---------- Material shown ----------

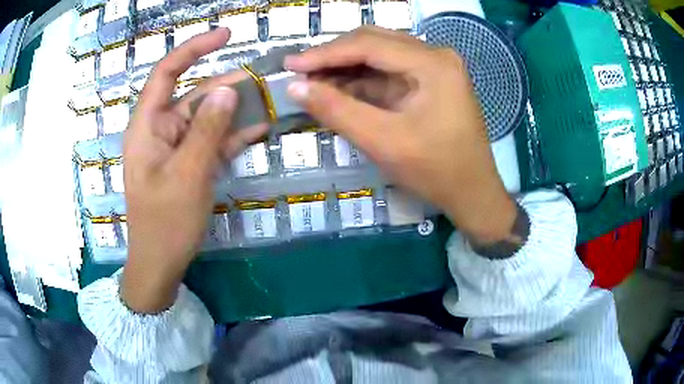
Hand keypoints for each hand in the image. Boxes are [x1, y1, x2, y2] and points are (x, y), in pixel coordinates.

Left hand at [121, 28, 266, 312]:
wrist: (160, 264)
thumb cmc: (165, 223)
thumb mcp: (187, 175)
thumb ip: (207, 130)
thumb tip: (228, 90)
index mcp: (147, 126)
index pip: (166, 73)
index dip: (194, 49)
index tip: (226, 35)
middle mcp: (160, 130)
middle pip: (194, 95)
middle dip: (227, 87)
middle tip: (264, 81)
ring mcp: (175, 148)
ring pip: (206, 118)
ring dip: (235, 112)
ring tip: (269, 102)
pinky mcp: (188, 163)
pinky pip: (211, 141)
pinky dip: (232, 135)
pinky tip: (260, 129)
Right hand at [284, 27, 517, 245]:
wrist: (473, 194)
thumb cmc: (435, 170)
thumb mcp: (382, 141)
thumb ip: (336, 110)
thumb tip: (294, 87)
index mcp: (432, 63)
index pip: (368, 44)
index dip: (324, 53)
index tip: (289, 65)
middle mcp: (435, 55)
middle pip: (374, 43)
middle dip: (333, 57)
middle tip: (299, 72)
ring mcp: (434, 68)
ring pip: (379, 56)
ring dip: (345, 69)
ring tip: (312, 83)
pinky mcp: (430, 82)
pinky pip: (389, 73)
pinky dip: (362, 82)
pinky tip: (338, 91)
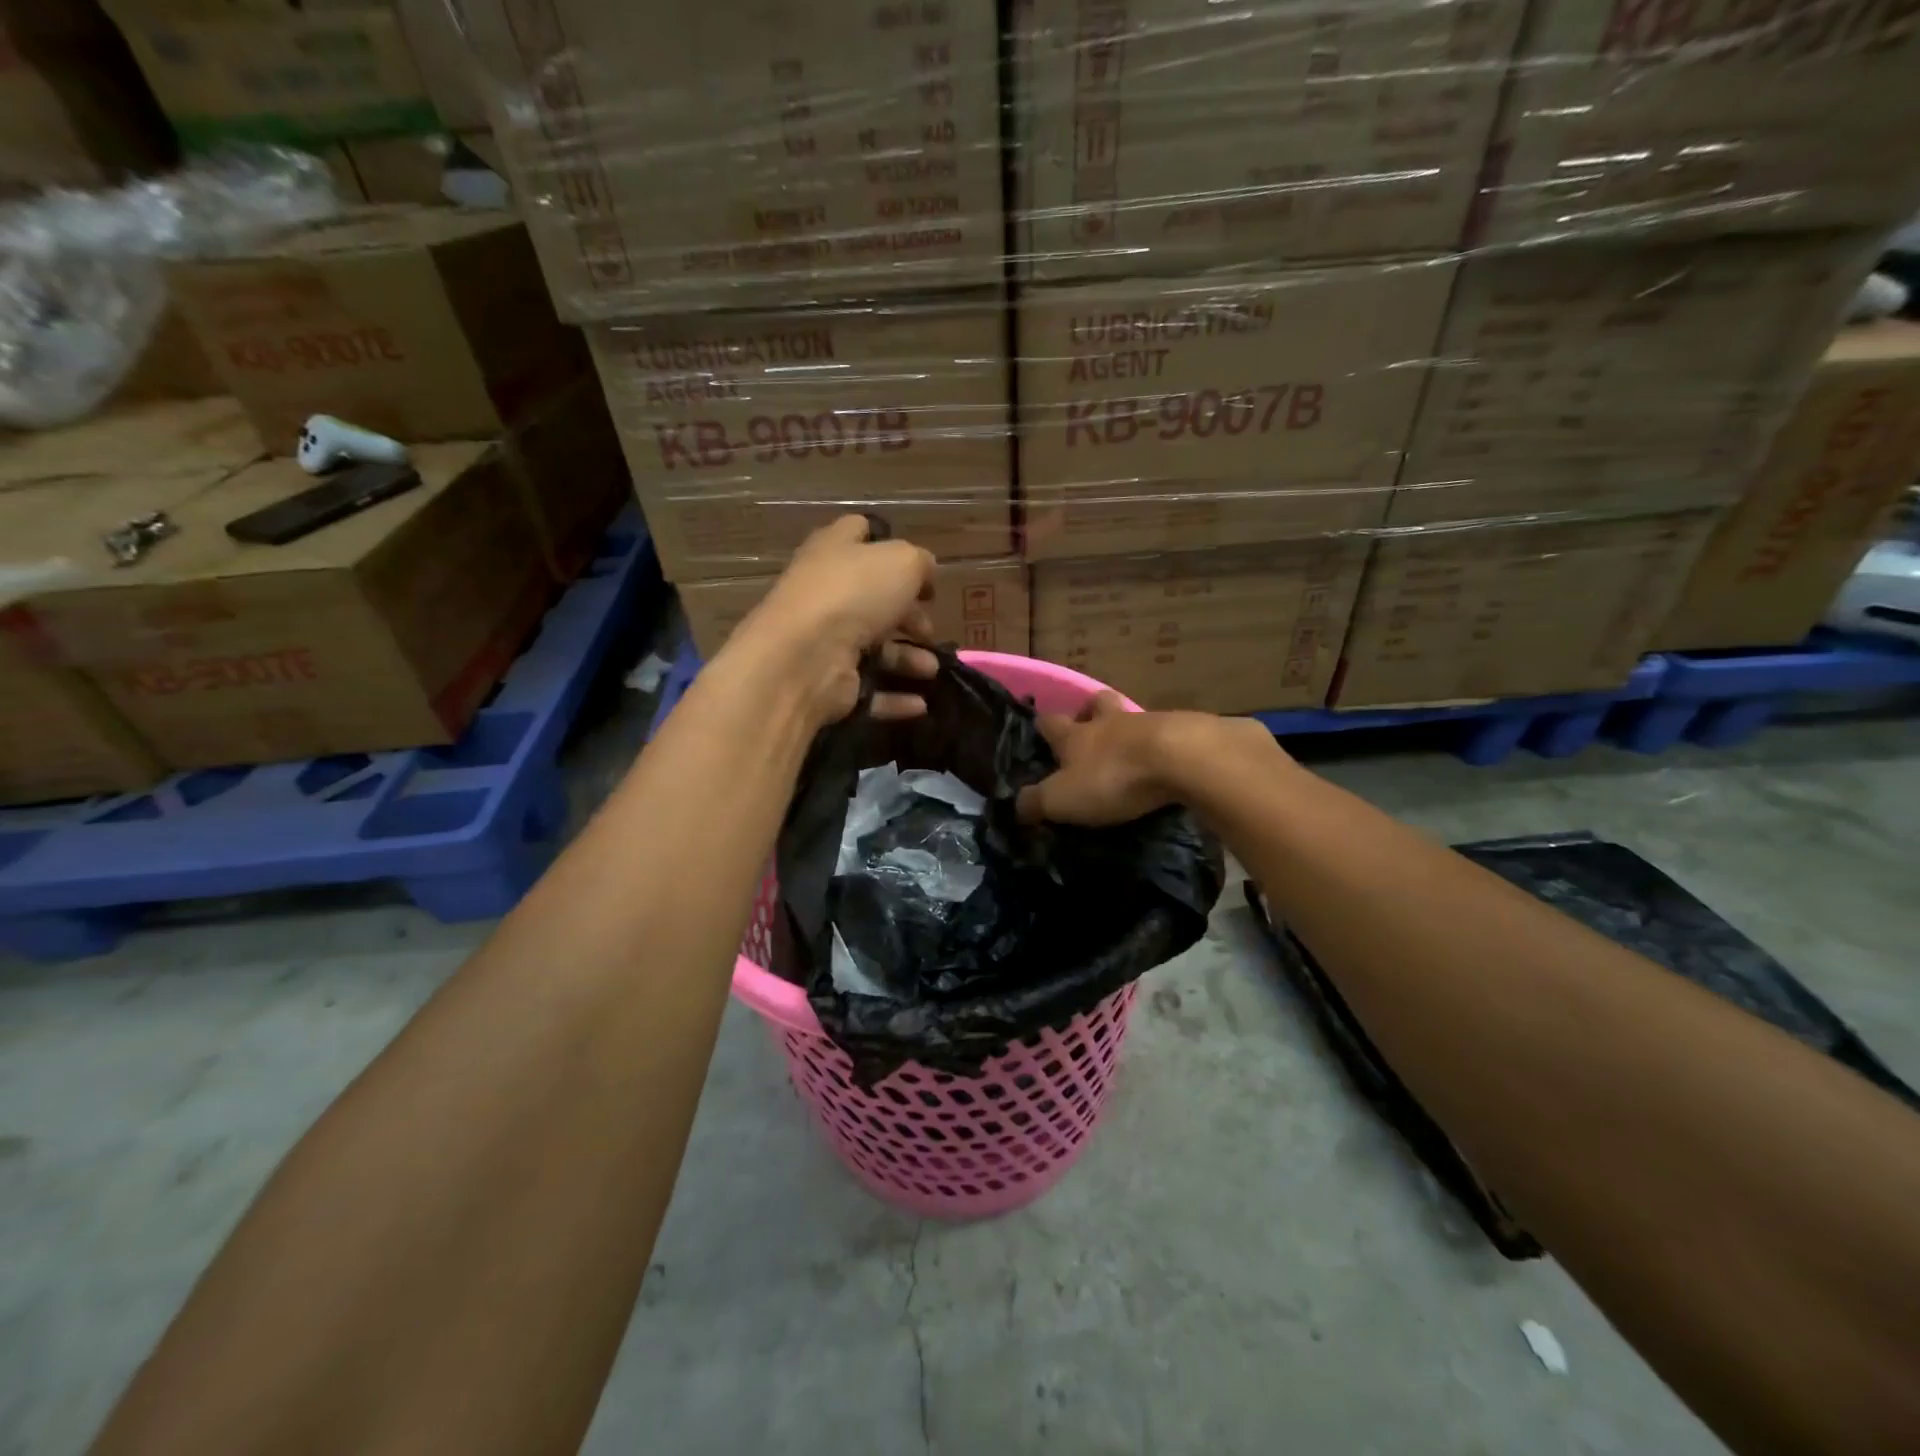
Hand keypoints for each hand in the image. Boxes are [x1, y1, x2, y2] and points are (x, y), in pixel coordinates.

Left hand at [728, 515, 940, 725]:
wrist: (805, 657)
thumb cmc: (854, 595)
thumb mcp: (902, 561)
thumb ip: (920, 563)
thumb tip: (925, 573)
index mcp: (835, 552)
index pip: (858, 533)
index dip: (889, 544)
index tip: (920, 568)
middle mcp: (826, 594)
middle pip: (874, 600)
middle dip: (909, 616)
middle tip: (929, 629)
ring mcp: (824, 641)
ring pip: (875, 648)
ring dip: (908, 659)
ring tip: (931, 669)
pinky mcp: (828, 683)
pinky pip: (869, 690)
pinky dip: (895, 698)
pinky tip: (920, 704)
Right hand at [1017, 696, 1274, 825]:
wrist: (1181, 759)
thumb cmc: (1112, 777)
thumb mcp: (1062, 799)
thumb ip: (1035, 802)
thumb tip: (1015, 805)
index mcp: (1075, 735)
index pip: (1050, 722)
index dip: (1042, 726)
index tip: (1040, 732)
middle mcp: (1108, 722)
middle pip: (1095, 704)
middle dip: (1089, 713)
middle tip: (1089, 730)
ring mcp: (1148, 723)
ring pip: (1130, 718)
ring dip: (1126, 730)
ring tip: (1129, 753)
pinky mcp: (1182, 733)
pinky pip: (1164, 735)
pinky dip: (1160, 747)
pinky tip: (1163, 764)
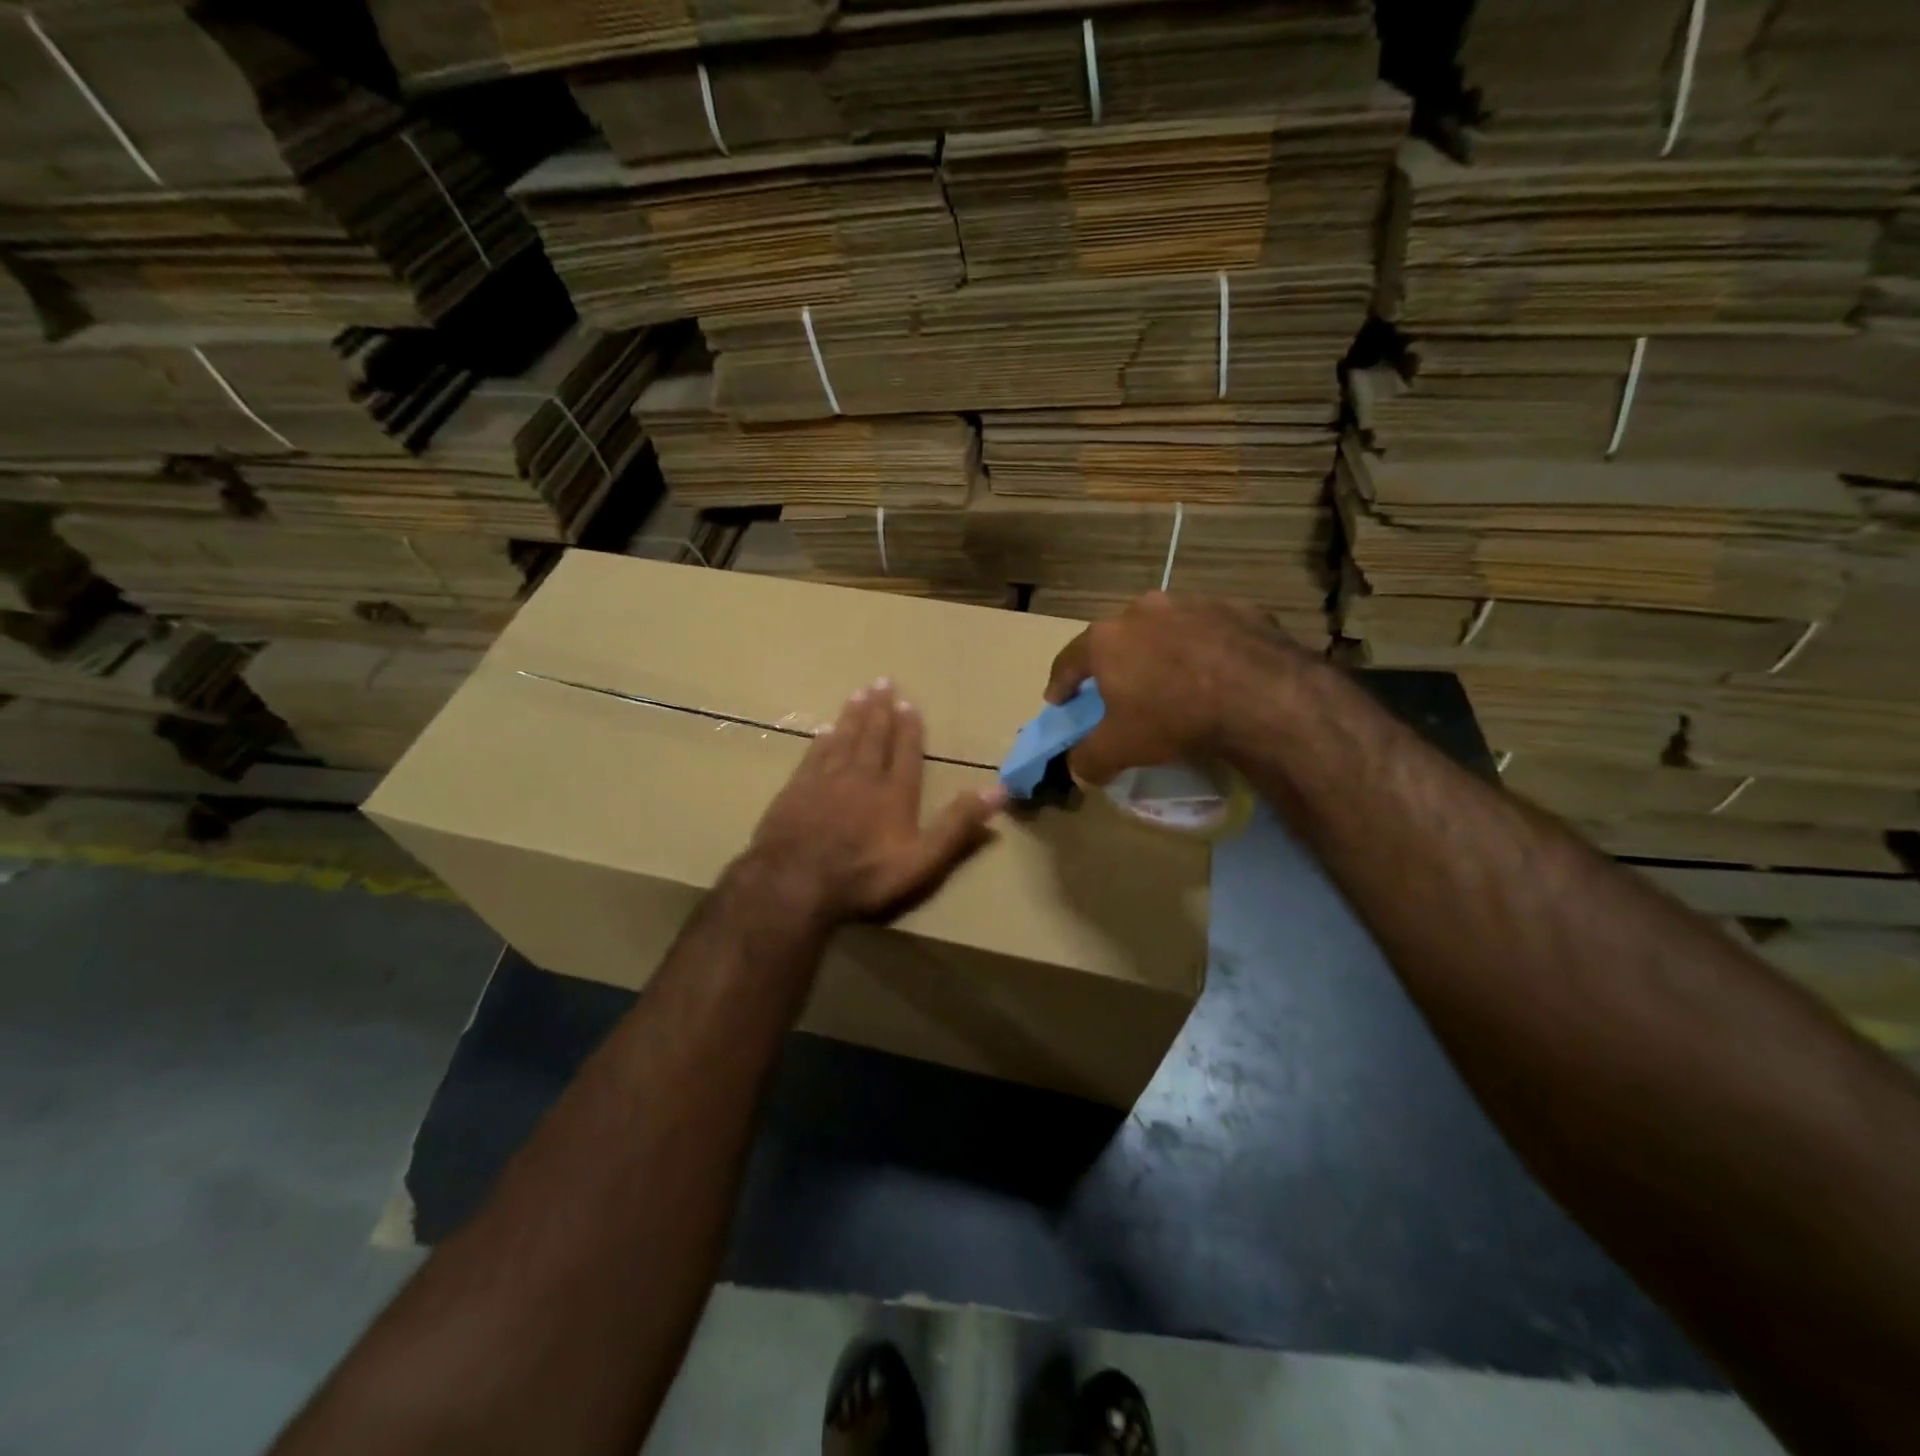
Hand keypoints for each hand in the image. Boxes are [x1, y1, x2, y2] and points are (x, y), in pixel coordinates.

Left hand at [746, 678, 1006, 924]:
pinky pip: (813, 755)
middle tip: (883, 681)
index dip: (909, 728)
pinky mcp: (796, 790)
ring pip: (843, 739)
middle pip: (873, 736)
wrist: (794, 882)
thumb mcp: (923, 860)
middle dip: (881, 710)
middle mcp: (862, 777)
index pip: (905, 752)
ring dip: (853, 715)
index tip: (909, 703)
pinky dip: (822, 740)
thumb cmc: (864, 875)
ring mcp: (825, 781)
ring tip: (860, 693)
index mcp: (894, 793)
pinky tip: (824, 729)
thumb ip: (958, 825)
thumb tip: (999, 790)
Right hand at [1045, 592, 1309, 784]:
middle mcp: (1143, 610)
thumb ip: (1088, 758)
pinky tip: (1218, 674)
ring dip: (1162, 651)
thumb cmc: (1173, 718)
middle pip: (1118, 639)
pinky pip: (1209, 631)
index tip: (1058, 701)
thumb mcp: (1120, 749)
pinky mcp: (1236, 608)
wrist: (1261, 696)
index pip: (1068, 661)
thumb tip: (1077, 767)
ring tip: (1174, 679)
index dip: (1061, 684)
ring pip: (1165, 630)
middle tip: (1120, 689)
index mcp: (1106, 639)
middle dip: (1115, 663)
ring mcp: (1191, 604)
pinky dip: (1205, 649)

----------

**Task:**
Please print the records above word for word, leaving every image out.

**Solution below:**
Hand keypoints for each hand in the image. Boxes are [x1, y1, x2, y2] and points are (x, y), in pixel coordinates.

Left hand at [121, 28, 266, 312]:
wrist: (160, 264)
thumb cmc: (165, 223)
thumb mcp: (187, 175)
thumb ip: (207, 130)
thumb tip: (228, 90)
index mcp: (147, 126)
index pip: (166, 73)
index dip: (194, 49)
index tip: (226, 35)
middle mcp: (160, 130)
middle pip: (194, 95)
middle dip: (227, 87)
middle tip: (264, 81)
ring mcp: (175, 148)
ring pip: (206, 118)
ring dip: (235, 112)
ring tip: (269, 102)
pinky mcp: (188, 163)
pinky pip: (211, 141)
pinky dip: (232, 135)
pinky tip: (260, 129)
Right hand at [284, 27, 517, 245]:
wrist: (473, 194)
thumb cmc: (435, 170)
thumb mcp: (382, 141)
thumb ip: (336, 110)
thumb tip: (294, 87)
index mcp: (432, 63)
index pip: (368, 44)
index dip: (324, 53)
index tip: (289, 65)
middle mcp: (435, 55)
middle pip: (374, 43)
middle dip: (333, 57)
middle tip: (299, 72)
ring mcp: (434, 68)
ring pip: (379, 56)
ring dip: (345, 69)
ring tip: (312, 83)
pinky mcp: (430, 82)
pinky pip: (389, 73)
pinky dip: (362, 82)
pinky tip: (338, 91)
Hand keypoints for each hand in the image. Boxes are [x1, y1, x2, y2] and points are (x, y), in pixel coordinates.

Left hand at [728, 515, 940, 725]:
wrist: (805, 657)
thumb cmc: (854, 595)
thumb mcp: (902, 561)
thumb ip: (920, 563)
thumb tip: (925, 573)
index mcp: (835, 552)
index pip: (858, 533)
index dip: (889, 544)
index tip: (920, 568)
middle mcp: (826, 594)
middle pip: (874, 600)
middle dip: (909, 616)
middle tip: (929, 629)
ring mcp: (824, 641)
ring pip: (875, 648)
ring dip: (908, 659)
ring tip: (931, 669)
pinky mcp: (828, 683)
pinky pip: (869, 690)
pinky dip: (895, 698)
pinky tip: (920, 704)
Right hand at [1017, 696, 1274, 825]:
wrist: (1181, 759)
thumb cmc: (1112, 777)
thumb mcp: (1062, 799)
thumb ip: (1035, 802)
thumb tip: (1015, 805)
index mcp: (1075, 735)
index pip: (1050, 722)
index dip: (1042, 726)
index tip: (1040, 732)
middle mcp: (1108, 722)
middle pip: (1095, 704)
middle dip: (1089, 713)
middle tip: (1089, 730)
ring mcp: (1148, 723)
ring pip: (1130, 718)
ring dip: (1126, 730)
ring tip: (1129, 753)
pinky mcp: (1182, 733)
pinky pip: (1164, 735)
pinky dip: (1160, 747)
pinky tip: (1163, 764)
Hand keypoints for each hand in the image. Boxes are [x1, y1, x2, y2] and points are (x, y), in pixel coordinates.

Left hand at [746, 678, 1006, 924]:
pinky pip: (813, 755)
middle tip: (883, 681)
index dip: (909, 728)
pinky mcp: (796, 790)
ring pip: (843, 739)
middle pip: (873, 736)
wrist: (794, 882)
thumb mcp: (923, 860)
middle dip: (881, 710)
middle mcp: (862, 777)
index pip: (905, 752)
ring dip: (853, 715)
index tip: (909, 703)
pinky dip: (822, 740)
thumb cmc: (864, 875)
ring mcp: (825, 781)
ring tip: (860, 693)
index mcp: (894, 793)
pinky tip: (824, 729)
thumb ip: (958, 825)
thumb tip: (999, 790)
Right hand at [1045, 592, 1309, 784]:
middle mcp: (1143, 610)
thumb ip: (1088, 758)
pinky tip: (1218, 674)
ring dip: (1162, 651)
thumb cmc: (1173, 718)
middle pip: (1118, 639)
pinky pip: (1209, 631)
index tip: (1058, 701)
thumb mcp: (1120, 749)
pinky mcp: (1236, 608)
wrist: (1261, 696)
index pip: (1068, 661)
thumb tip: (1077, 767)
ring tip: (1174, 679)
index dip: (1061, 684)
ring pip: (1165, 630)
middle tip: (1120, 689)
index mcp: (1106, 639)
middle dip: (1115, 663)
ring mcp: (1191, 604)
pinky dip: (1205, 649)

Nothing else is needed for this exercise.